### Problem requirements
In the records that follow, find each line containing "edges" and copy it.

(Exercise data Opens)

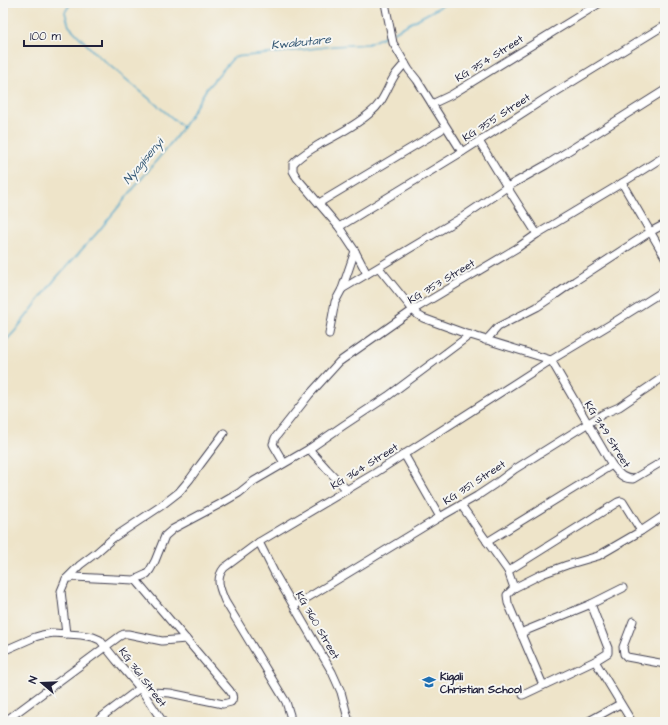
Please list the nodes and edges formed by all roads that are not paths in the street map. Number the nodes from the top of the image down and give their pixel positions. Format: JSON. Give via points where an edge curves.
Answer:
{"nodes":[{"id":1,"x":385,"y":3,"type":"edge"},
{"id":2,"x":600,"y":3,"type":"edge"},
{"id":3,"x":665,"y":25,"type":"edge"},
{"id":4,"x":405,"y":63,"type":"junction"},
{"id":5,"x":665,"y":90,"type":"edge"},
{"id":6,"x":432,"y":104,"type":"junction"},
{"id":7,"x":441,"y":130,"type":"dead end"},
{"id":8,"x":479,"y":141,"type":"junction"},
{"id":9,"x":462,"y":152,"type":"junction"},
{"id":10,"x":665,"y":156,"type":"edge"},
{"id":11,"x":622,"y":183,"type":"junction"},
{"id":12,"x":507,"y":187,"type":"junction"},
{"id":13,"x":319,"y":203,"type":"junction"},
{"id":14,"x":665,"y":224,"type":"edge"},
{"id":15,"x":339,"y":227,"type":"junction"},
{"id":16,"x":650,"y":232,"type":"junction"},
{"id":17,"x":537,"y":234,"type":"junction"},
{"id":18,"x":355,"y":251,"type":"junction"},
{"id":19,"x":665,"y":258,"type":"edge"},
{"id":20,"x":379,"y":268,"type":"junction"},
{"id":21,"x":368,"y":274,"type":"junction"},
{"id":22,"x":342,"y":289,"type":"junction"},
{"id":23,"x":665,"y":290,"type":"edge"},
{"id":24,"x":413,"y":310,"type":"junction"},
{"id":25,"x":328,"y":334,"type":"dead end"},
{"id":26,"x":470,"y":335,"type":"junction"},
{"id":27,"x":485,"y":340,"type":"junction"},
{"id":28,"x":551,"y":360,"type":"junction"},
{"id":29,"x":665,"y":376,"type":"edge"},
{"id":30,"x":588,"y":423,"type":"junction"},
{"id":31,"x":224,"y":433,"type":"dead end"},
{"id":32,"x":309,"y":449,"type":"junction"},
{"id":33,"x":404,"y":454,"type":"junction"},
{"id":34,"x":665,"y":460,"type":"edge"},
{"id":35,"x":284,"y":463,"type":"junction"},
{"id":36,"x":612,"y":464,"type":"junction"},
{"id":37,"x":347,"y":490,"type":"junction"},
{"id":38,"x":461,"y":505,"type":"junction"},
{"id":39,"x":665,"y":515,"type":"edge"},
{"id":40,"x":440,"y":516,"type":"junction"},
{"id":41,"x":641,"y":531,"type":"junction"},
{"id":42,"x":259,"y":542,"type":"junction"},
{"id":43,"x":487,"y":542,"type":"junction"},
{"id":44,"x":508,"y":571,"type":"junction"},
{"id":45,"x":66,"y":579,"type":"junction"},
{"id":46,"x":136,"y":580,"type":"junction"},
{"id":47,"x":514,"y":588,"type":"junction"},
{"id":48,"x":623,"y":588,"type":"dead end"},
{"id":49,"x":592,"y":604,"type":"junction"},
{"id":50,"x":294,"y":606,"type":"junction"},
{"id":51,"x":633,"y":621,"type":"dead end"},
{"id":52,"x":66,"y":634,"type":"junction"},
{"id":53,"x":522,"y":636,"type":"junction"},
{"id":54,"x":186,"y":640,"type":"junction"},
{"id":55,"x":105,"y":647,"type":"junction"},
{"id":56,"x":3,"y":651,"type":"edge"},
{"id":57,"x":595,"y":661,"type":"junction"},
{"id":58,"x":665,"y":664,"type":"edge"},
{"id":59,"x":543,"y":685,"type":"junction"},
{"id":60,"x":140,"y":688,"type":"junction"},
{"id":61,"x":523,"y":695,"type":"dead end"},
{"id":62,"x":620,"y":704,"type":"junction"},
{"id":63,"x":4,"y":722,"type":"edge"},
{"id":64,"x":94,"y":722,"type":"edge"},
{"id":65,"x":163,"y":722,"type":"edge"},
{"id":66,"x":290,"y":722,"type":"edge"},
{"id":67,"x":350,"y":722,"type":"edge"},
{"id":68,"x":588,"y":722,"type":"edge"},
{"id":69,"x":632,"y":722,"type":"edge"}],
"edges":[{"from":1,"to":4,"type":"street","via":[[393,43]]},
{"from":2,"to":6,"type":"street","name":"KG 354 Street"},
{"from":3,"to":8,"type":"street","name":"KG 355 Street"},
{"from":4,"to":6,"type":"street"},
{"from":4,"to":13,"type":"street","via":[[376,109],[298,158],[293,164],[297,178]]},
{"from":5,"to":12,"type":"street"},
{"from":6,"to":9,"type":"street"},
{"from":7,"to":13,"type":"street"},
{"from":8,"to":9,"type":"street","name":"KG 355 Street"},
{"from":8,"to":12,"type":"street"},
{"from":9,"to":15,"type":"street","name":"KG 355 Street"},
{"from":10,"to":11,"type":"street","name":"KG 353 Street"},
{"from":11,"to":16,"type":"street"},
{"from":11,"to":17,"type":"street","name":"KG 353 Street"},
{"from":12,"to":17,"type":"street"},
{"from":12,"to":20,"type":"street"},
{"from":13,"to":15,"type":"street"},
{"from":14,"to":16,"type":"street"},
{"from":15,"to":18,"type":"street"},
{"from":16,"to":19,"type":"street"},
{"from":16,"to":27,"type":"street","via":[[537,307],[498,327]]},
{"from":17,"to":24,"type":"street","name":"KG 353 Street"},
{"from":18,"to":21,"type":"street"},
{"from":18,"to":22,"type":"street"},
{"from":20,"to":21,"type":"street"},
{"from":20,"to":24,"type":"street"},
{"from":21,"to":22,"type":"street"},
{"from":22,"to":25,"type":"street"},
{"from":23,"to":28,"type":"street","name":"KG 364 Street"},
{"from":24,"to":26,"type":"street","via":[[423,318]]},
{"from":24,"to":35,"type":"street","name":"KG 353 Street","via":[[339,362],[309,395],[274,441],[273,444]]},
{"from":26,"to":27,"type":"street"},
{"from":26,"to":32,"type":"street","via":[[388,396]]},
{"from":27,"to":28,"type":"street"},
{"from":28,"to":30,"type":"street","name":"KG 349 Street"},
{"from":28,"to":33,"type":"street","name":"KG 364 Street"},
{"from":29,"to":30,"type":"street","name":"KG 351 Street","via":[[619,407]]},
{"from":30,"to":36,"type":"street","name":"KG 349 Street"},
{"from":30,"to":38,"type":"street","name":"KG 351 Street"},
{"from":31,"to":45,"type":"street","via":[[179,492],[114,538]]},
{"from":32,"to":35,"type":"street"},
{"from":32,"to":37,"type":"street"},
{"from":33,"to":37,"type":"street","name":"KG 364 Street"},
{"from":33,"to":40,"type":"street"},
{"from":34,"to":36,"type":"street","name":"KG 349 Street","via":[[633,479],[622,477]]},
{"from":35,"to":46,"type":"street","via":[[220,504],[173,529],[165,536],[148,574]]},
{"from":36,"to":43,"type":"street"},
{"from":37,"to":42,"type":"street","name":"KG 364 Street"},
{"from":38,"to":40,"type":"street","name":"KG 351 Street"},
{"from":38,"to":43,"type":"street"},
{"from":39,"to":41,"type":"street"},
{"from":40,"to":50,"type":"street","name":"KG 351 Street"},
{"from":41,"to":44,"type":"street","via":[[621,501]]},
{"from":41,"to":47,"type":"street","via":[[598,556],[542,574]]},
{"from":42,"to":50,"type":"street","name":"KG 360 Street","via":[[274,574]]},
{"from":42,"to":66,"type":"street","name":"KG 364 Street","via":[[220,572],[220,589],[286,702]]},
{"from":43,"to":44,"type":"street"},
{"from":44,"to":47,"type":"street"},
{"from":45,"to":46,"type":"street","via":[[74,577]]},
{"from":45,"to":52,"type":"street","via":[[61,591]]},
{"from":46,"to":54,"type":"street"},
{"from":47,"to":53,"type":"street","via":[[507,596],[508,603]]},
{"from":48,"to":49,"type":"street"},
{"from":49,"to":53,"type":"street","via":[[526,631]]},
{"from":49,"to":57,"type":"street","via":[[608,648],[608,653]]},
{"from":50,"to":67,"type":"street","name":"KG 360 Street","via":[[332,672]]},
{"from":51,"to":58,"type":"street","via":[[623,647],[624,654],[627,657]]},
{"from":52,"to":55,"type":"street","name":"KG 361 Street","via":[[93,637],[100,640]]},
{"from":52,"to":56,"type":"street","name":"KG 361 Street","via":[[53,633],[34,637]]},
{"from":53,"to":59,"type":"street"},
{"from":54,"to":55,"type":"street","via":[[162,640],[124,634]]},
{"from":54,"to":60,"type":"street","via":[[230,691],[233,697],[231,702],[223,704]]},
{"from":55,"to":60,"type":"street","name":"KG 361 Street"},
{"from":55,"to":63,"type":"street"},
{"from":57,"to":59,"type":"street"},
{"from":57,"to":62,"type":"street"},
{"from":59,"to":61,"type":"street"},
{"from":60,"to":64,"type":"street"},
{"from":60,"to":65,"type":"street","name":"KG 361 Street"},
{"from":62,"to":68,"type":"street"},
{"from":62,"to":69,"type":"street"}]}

(Exercise data Closes)

### Answer to the problem
Please list the nodes and edges formed by all roads that are not paths in the street map. Number the nodes from the top of the image down and give their pixel positions. Format: JSON. Give via points where an edge curves.
"edges":[{"from":1,"to":4,"type":"street","via":[[393,43]]},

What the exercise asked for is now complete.